Arsene Wenger frustrates and delights in equal measure.
He is by no means perfect, and especially this summer he has tested my and many fellow Gooners’ patience to the extreme. Things never seem to be straightforward with Arsene. When he was given a big budget this summer, as well as a promise that none of the top players would be sold, and a clear commitment by Gazidis to bring ‘super quality’ to the club, Arsene appeared to dither and not make best use of this vastly improved strategic position.
He somehow managed to turn things round in the last few days of the TW, with first signing the Flame and then, when we thought we could hear the fat lady sing her final lamentation – by sheer magic and at the very last minute – he brought us the European King of Assists.
I am more than satisfied with the final outcome but the way things were done over the summer have left me questioning Wenger and the club’s management ‘business skills’ for the first time.
It is always good to question ourselves whether we could improve things for Arsenal with another manager, but when we do so, we must look at what we could gain as well as lose by replacing him.

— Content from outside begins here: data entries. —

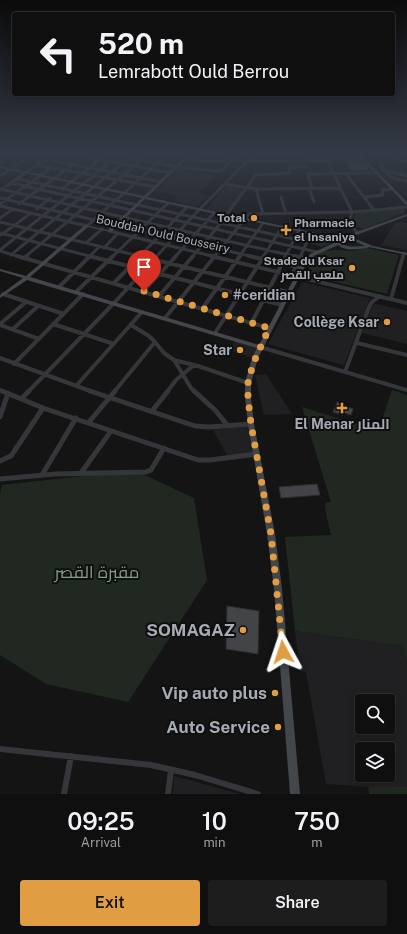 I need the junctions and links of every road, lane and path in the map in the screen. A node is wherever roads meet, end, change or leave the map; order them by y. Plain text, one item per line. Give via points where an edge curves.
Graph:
1 (21, 189) edge
2 (34, 189) edge
3 (62, 189) edge
4 (67, 189) edge
5 (78, 189) edge
6 (92, 189) edge
7 (103, 189) edge
8 (128, 189) edge
9 (154, 189) edge
10 (221, 189) edge
11 (246, 189) edge
12 (256, 189) edge
13 (310, 189) edge
14 (341, 189) edge
15 (358, 189) edge
16 (393, 189) joint
17 (1, 190) edge
18 (39, 190) junction
19 (107, 190) junction
20 (75, 191) junction
21 (16, 192) junction
22 (124, 193) junction
23 (56, 194) junction
24 (86, 194) junction
25 (31, 196) junction
26 (68, 196) junction
27 (400, 196) junction
28 (99, 197) junction
29 (281, 197) dead end
30 (364, 197) junction
31 (0, 198) edge
32 (144, 198) junction
33 (80, 199) junction
34 (6, 200) junction
35 (48, 200) junction
36 (116, 200) junction
37 (407, 200) edge
38 (60, 202) junction
39 (93, 202) junction
40 (314, 202) dead end
41 (21, 203) junction
42 (168, 203) junction
43 (0, 205) edge
44 (72, 205) junction
45 (110, 205) junction
46 (137, 205) junction
47 (407, 206) edge
48 (38, 207) junction
49 (187, 207) junction
50 (86, 208) junction
51 (13, 209) junction
52 (50, 210) junction
53 (131, 210) junction
54 (160, 210) junction
55 (200, 210) junction
56 (374, 210) junction
57 (103, 212) junction
58 (352, 212) junction
59 (30, 213) junction
60 (63, 213) junction
61 (214, 213) junction
62 (286, 213) junction
63 (179, 214) junction
64 (263, 214) junction
65 (226, 215) junction
66 (407, 215) edge
67 (44, 216) junction
68 (76, 216) junction
69 (155, 216) junction
70 (124, 217) junction
71 (192, 217) junction
72 (0, 218) edge
73 (56, 218) junction
74 (245, 219) junction
75 (94, 220) junction
76 (174, 220) junction
77 (208, 221) junction
78 (0, 222) edge
79 (70, 222) junction
80 (148, 222) junction
81 (188, 223) junction
82 (220, 223) junction
83 (263, 223) junction
84 (14, 225) junction
85 (116, 225) junction
86 (88, 226) junction
87 (202, 226) junction
88 (168, 227) junction
89 (282, 227) junction
90 (28, 228) junction
91 (239, 228) junction
92 (102, 229) junction
93 (216, 229) junction
94 (140, 230) junction
95 (181, 230) junction
96 (299, 230) junction
97 (109, 231) junction
98 (257, 231) junction
99 (40, 232) junction
100 (360, 232) junction
101 (118, 233) junction
102 (195, 233) junction
103 (311, 233) junction
104 (1, 234) edge
105 (234, 234) junction
106 (54, 235) junction
107 (160, 235) junction
108 (277, 235) junction
109 (209, 236) junction
110 (325, 236) junction
111 (132, 237) junction
112 (16, 238) junction
113 (174, 238) junction
114 (253, 238) junction
115 (344, 238) junction
116 (72, 239) junction
117 (294, 239) junction
118 (30, 240) junction
119 (228, 241) junction
120 (356, 241) junction
121 (154, 242) junction
122 (188, 242) junction
123 (272, 242) junction
124 (308, 242) junction
125 (86, 243) junction
126 (338, 243) junction
127 (43, 244) junction
128 (167, 245) junction
129 (202, 245) junction
130 (248, 245) junction
131 (101, 247) junction
132 (291, 247) junction
133 (355, 247) junction
134 (372, 247) junction
135 (182, 248) junction
136 (345, 248) junction
137 (62, 249) junction
138 (220, 249) junction
139 (305, 249) junction
140 (324, 249) junction
141 (267, 250) junction
142 (0, 251) edge
143 (118, 251) junction
144 (196, 252) junction
145 (317, 252) junction
146 (242, 254) junction
147 (287, 254) junction
148 (405, 254) edge
149 (12, 255) junction
150 (90, 256) junction
151 (215, 256) junction
152 (140, 257) junction
153 (300, 257) junction
154 (24, 258) junction
155 (308, 259) junction
156 (154, 260) junction
157 (261, 260) junction
158 (108, 261) junction
159 (236, 262) junction
160 (44, 264) junction
161 (169, 264) junction
162 (282, 264) junction
163 (130, 266) junction
164 (257, 266) junction
165 (184, 267) junction
166 (295, 267) junction
167 (302, 268) junction
168 (0, 270) edge
169 (144, 270) junction
170 (203, 271) junction
171 (74, 272) junction
172 (278, 272) junction
173 (160, 274) junction
174 (294, 276) junction
175 (26, 277) junction
176 (92, 277) junction
177 (224, 277) junction
178 (174, 278) junction
179 (247, 282) junction
180 (114, 283) junction
181 (194, 283) junction
182 (59, 287) junction
183 (129, 287) junction
184 (270, 288) junction
185 (216, 289) junction
186 (144, 291) junction
187 (76, 292) junction
188 (288, 292) junction
189 (83, 294) junction
190 (239, 294) junction
191 (1, 295) edge
192 (159, 296) junction
193 (380, 296) junction
194 (391, 299) junction
195 (264, 300) junction
196 (26, 302) junction
197 (178, 302) junction
198 (114, 303) junction
199 (407, 303) edge
200 (282, 305) junction
201 (38, 306) junction
202 (202, 309) junction
203 (142, 312) junction
204 (64, 314) junction
205 (226, 316) junction
206 (165, 318) junction
207 (252, 322) junction
208 (0, 324) edge
209 (53, 324) junction
210 (130, 325) junction
211 (269, 328) junction
212 (13, 329) junction
213 (215, 333) junction
214 (84, 334) junction
215 (39, 339) junction
216 (155, 342) junction
217 (357, 343) junction
218 (114, 344) junction
219 (260, 347) junction
220 (407, 354) edge
221 (0, 358) edge
222 (174, 360) junction
223 (14, 364) junction
224 (194, 365) junction
225 (345, 372) junction
226 (182, 373) junction
227 (45, 375) junction
228 (248, 383) junction
229 (76, 386) junction
230 (0, 390) edge
231 (407, 390) edge
232 (8, 393) junction
233 (110, 397) junction
234 (22, 398) junction
235 (43, 408) junction
236 (152, 411) junction
237 (0, 417) edge
238 (76, 418) junction
239 (89, 422) junction
240 (251, 424) junction
241 (228, 426) junction
242 (111, 431) junction
243 (164, 448) junction
244 (257, 454) junction
245 (0, 461) edge
246 (81, 473) junction
247 (42, 475) junction
248 (0, 479) edge
249 (0, 749) edge
250 (71, 756) junction
251 (171, 770) junction
252 (64, 794) edge
253 (168, 794) edge
254 (258, 794) edge
255 (295, 794) edge

1 - 21 street
2 - 18 street
3 - 23 street
4 - 20 street
5 - 20 street
6 - 24 street
7 - 19 street
8 - 22 street
9 - 32 street
10 - 55 street
11 - 65 street
12 - 64 street
13 - 40 street
14 - 58 street
15 - 30 street
16 - 27 street
16 - 30 street via 382,190 383,195
17 - 21 street
18 - 23 street
18 - 25 street
19 - 22 street
19 - 28 street
20 - 24 street
20 - 26 street
21 - 25 street
21 - 34 street
22 - 32 street
22 - 36 street
23 - 26 street
23 - 35 street
24 - 28 street
24 - 33 street
25 - 35 street
25 - 41 street
26 - 33 street
26 - 38 street
27 - 37 street
27 - 47 street
28 - 36 street
28 - 39 street
29 - 62 street
30 - 56 street
31 - 34 street
32 - 42 street
32 - 46 street
33 - 39 street
33 - 44 street
34 - 41 street
34 - 43 street
35 - 38 street
35 - 48 street
36 - 45 street
36 - 46 street
38 - 44 street
38 - 52 street
39 - 45 street
39 - 50 street
41 - 48 street
41 - 51 street
42 - 49 street
42 - 54 street
43 - 51 street, Bouddah Ould Bousseiry
44 - 50 street
44 - 60 street
45 - 53 street
45 - 57 street
46 - 53 street
46 - 54 street
47 - 56 street
48 - 52 street
48 - 59 street
49 - 55 street
49 - 63 street
50 - 57 street
50 - 68 street
51 - 59 street, Bouddah Ould Bousseiry
51 - 72 street
52 - 60 street
52 - 67 street
53 - 69 street
53 - 70 street
54 - 63 street
54 - 69 street
55 - 61 street
55 - 71 street
56 - 58 street
57 - 70 street
57 - 75 street
58 - 62 street
58 - 100 street via 349,224
59 - 67 street, Bouddah Ould Bousseiry
59 - 84 street
60 - 68 street
60 - 73 street
61 - 65 street
61 - 77 street
62 - 64 street
63 - 71 street
63 - 76 street
64 - 74 street via 249,214
65 - 74 street
65 - 82 street
66 - 100 street
67 - 73 street, Bouddah Ould Bousseiry
67 - 90 street
68 - 75 street
68 - 79 street
69 - 76 street
69 - 80 street
70 - 80 street
70 - 85 street
71 - 77 street
71 - 81 street
73 - 79 street, Bouddah Ould Bousseiry
73 - 99 street
74 - 83 street
74 - 91 street
75 - 85 street
75 - 86 street
76 - 81 street
76 - 88 street
77 - 82 street
77 - 87 street
78 - 84 street
79 - 86 street, Bouddah Ould Bousseiry
79 - 106 street
80 - 88 street
80 - 94 street
81 - 87 street
81 - 95 street
82 - 91 street
82 - 93 street
83 - 89 street
83 - 98 street
84 - 90 street
84 - 104 street
85 - 94 street
85 - 97 street
86 - 92 street, Bouddah Ould Bousseiry
86 - 116 street
87 - 93 street
87 - 102 street
88 - 95 street
88 - 107 street
89 - 96 street
89 - 108 street
90 - 99 street
90 - 112 street
91 - 98 street
91 - 105 street
92 - 97 street, Bouddah Ould Bousseiry
92 - 125 street
93 - 105 street
93 - 109 street
94 - 107 street
94 - 111 street
95 - 102 street
95 - 113 street
96 - 103 street
96 - 117 street
97 - 101 street, Bouddah Ould Bousseiry
98 - 108 street
98 - 114 street
99 - 106 street
99 - 118 street
100 - 115 street
100 - 120 street
101 - 111 street, Bouddah Ould Bousseiry
101 - 131 street
102 - 109 street
102 - 122 street
103 - 110 street
103 - 124 street
104 - 112 street
105 - 114 street
105 - 119 street
106 - 116 street
106 - 127 street
107 - 113 street
107 - 121 street
108 - 117 street
108 - 123 street
109 - 119 street
109 - 129 street
110 - 115 street
110 - 126 street
111 - 121 street, Bouddah Ould Bousseiry
111 - 143 street
112 - 118 street
112 - 142 street
113 - 122 street
113 - 128 street
114 - 123 street
114 - 130 street
115 - 120 street
115 - 126 street
116 - 125 street
116 - 137 street
117 - 124 street
117 - 132 street
118 - 127 street
118 - 149 street
119 - 130 street
119 - 138 street
120 - 133 street via 358,245
120 - 134 street
121 - 128 street, Bouddah Ould Bousseiry
121 - 152 street
122 - 129 street
122 - 135 street
123 - 132 street
123 - 141 street
124 - 139 street
125 - 131 street
126 - 136 street
126 - 140 street
127 - 137 street
127 - 154 street
128 - 135 street, Bouddah Ould Bousseiry
128 - 156 street
129 - 138 street
129 - 144 street
130 - 141 street
130 - 146 street
131 - 143 street
131 - 150 street
132 - 139 street
132 - 147 street
133 - 134 street
133 - 136 street
134 - 148 street
135 - 144 street, Bouddah Ould Bousseiry
135 - 161 street
136 - 140 street
137 - 150 street
137 - 160 street
138 - 146 street
138 - 151 street
139 - 145 street
139 - 153 street
140 - 145 street
141 - 147 street
141 - 157 street
142 - 149 street
143 - 152 street
143 - 158 street
144 - 151 street, Bouddah Ould Bousseiry
144 - 165 street
145 - 155 street
146 - 157 street
146 - 159 street
147 - 153 street
147 - 162 street
148 - 194 street
149 - 154 street
150 - 158 street
150 - 171 street
151 - 159 street, Bouddah Ould Bousseiry
151 - 170 street
152 - 156 street
152 - 163 street
153 - 155 street
153 - 166 street
154 - 160 street
155 - 167 street
156 - 161 street
156 - 169 street
157 - 162 street
157 - 164 street
158 - 163 street
158 - 176 street
159 - 164 street, Bouddah Ould Bousseiry
159 - 177 street
160 - 171 street
160 - 175 street
161 - 165 street
161 - 173 street
162 - 166 street
162 - 172 street
163 - 169 street
163 - 180 street
164 - 172 street, Bouddah Ould Bousseiry
164 - 179 street
165 - 170 street
165 - 178 street
166 - 167 street
166 - 174 street
167 - 174 street
168 - 175 street
169 - 173 street
169 - 183 street
170 - 177 street
170 - 181 street
171 - 176 street
171 - 182 street
172 - 174 street, Bouddah Ould Bousseiry
172 - 184 street
173 - 178 street
173 - 186 street
174 - 188 street
174 - 193 street, Bouddah Ould Bousseiry
175 - 182 street
175 - 191 street
176 - 180 street
176 - 187 street
177 - 179 street
177 - 185 street
178 - 181 street
178 - 192 street
179 - 184 street
179 - 190 street
180 - 183 street
181 - 185 street
181 - 197 street
182 - 187 street
183 - 186 street
183 - 198 street
184 - 188 street
184 - 195 street
185 - 190 street
185 - 202 street
186 - 192 street
187 - 189 street
188 - 200 street
189 - 198 street
189 - 204 street
190 - 195 street
190 - 205 street
191 - 196 street
192 - 197 street
193 - 194 street, Bouddah Ould Bousseiry
193 - 217 street via 370,304
194 - 199 street, Bouddah Ould Bousseiry
195 - 200 street
195 - 207 street
196 - 201 street
196 - 208 street
197 - 202 street
197 - 206 street
198 - 203 street
198 - 214 street
200 - 211 street
201 - 204 street
201 - 212 street
202 - 205 street
203 - 206 street
203 - 210 street
204 - 209 street
205 - 207 street
205 - 213 street
206 - 213 street
207 - 211 street
208 - 212 street
209 - 214 street
209 - 215 street
210 - 216 street
210 - 218 street
211 - 219 street
212 - 215 street
213 - 219 street
214 - 218 street
214 - 227 street
215 - 223 street
216 - 222 street
216 - 233 street
217 - 220 street
217 - 225 street
218 - 229 street
219 - 225 street
219 - 228 street
221 - 223 street
222 - 224 street
222 - 226 street
223 - 227 street
224 - 226 street
224 - 228 street
225 - 231 street
226 - 236 street
226 - 241 street via 191,388
227 - 229 street
227 - 234 street
228 - 240 street
229 - 233 street
230 - 232 street
232 - 234 street
232 - 237 street
233 - 236 street
233 - 239 street
234 - 235 street
235 - 238 street
235 - 245 street via 11,456
236 - 241 street via 202,427
238 - 239 street
238 - 247 street
239 - 242 street
240 - 241 street
240 - 244 street
242 - 243 street
242 - 246 street
243 - 244 street via 203,460
243 - 246 street via 151,470 146,472
244 - 255 street via 278,589
246 - 247 street
247 - 248 street
249 - 250 street
250 - 251 street via 151,765
250 - 252 street
251 - 253 street
251 - 254 street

A few years ago, whilst reading Alain de Botton’s ‘The Consolations of Philosophy’ – an easy digestible book about how philosophy can help improve your daily life – I became intrigued by a particular topic. In the chapter called ‘(Consolations for) A Broken Heart’, de Botton explains how we can deal with being unhappy in a long term relationship with our partner. He advises us to go back to the reason why we decided to enter a long term relationship with our current partner in the first place. De Botton believes we enter long-term relationships with our partners because we believe he/she can improve us; and this improvement takes place in our offspring: our kids are to become better versions of ourselves.

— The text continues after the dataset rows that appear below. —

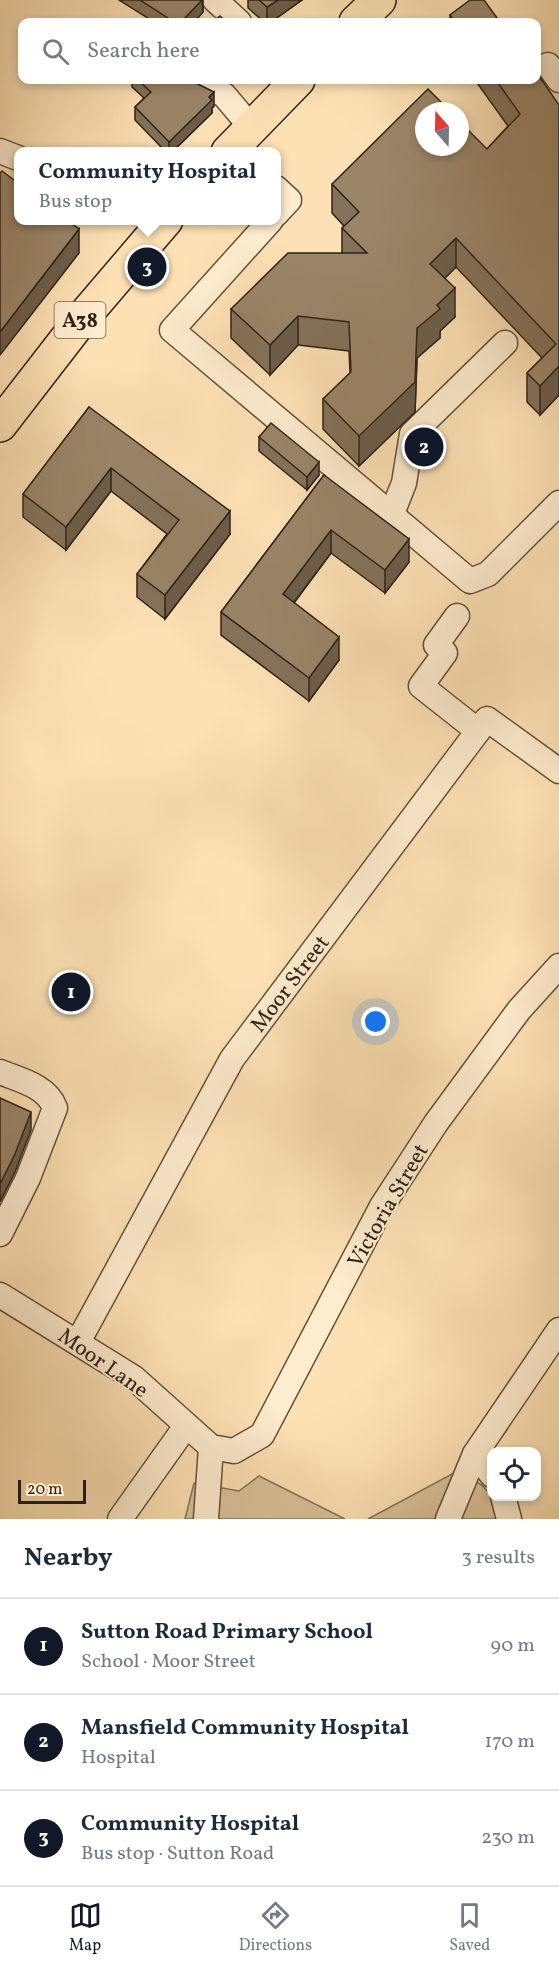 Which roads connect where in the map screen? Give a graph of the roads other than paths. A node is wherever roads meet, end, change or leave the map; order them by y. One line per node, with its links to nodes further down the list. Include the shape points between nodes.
1 (215, 0): 3 (street)
2 (379, 0): 4 (highway)
3 (235, 18)
4 (360, 18)
5 (203, 84): 7 (street, via 224,95)
6 (294, 84): 7 (highway)
7 (238, 144)
8 (0, 151): 9 (street)
9 (14, 156)
10 (281, 193): 11 (street, via 289,200)
11 (281, 209)
12 (162, 225): 15 (highway, A38, via 85,315)
13 (266, 225): 17 (street, via 171,330)
14 (505, 343): 17 (street, via 412,434 404,483)
15 (0, 425)
16 (559, 503): 17 (street, via 488,574 470,581)
17 (391, 516)
18 (457, 616): 19 (street, via 436,645 445,653 421,686)
19 (478, 731): 20 (street, via 487,719); 26 (street, Moor Street, via 232,1059)
20 (559, 771)
21 (559, 966): 28 (street, Victoria Street, via 519,1010 436,1123 382,1206 262,1435)
22 (0, 1072): 23 (street, via 40,1089 51,1097 55,1108 28,1178)
23 (0, 1234)
24 (0, 1295): 26 (street, Moor Lane)
25 (559, 1330): 29 (street)
26 (78, 1342): 27 (street, Moor Lane, via 134,1378)
27 (186, 1426): 28 (street, Moor Lane); 32 (street)
28 (223, 1449): 33 (street)
29 (475, 1454): 30 (street); 34 (street)
30 (487, 1469)
31 (504, 1501): 35 (street)
32 (120, 1519)
33 (206, 1519)
34 (448, 1519)
35 (509, 1519)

For most of us, this is a subconscious, intuitive process, but we appear to pick our partners with the aim of eventually producing children who are a physical and intellectual improvement of ourselves – an upgrade, if you like. Of course, there are no guarantees this will indeed be the case; which reminds me about the famous little anecdote of Marilyn Monroe suggesting to Albert Einstein to imagine what a baby produced between the two of them could be like – with her looks and his brains; to which Einstein responded: ‘but what if it is the other way round?’.
De Botton believes by going back to why we got together with our partners, and by realising that our offspring is indeed an improvement of ourselves, we should be able to accept that we are sometimes bored, or even a bit unhappy, in our long-term relationships: but it is still a price worth paying.
I feel that the club relationship (and therefore our relationship) with Arsene Wenger should be seen in a similar light.
As a club we have gained tremendously from our long-term relationship with Arsene Wenger. Our ‘offspring’ is a number of titles and cups, a very attractive brand of football, a new stadium, but most importantly a totally embedded change of culture and a more or less permanent seat at the zenith of European football, although this is not reflected in our recent trophy cabinet.
We have come through a tough post-new-stadium phase, but it looks like we are finally getting back on track towards silverware. We might not win anything this year but at least we will feel we have a proper chance again, and that is all we can ask for.
It looks like our relationship with Arsene is entering a new lease of life and a further improvement of ourselves is a strong possibility once again.
But the next seven games are likely to be a proper test of the quality of our relationship going forward. Let’s hope we’ll come through it stronger and more joined up than ever before.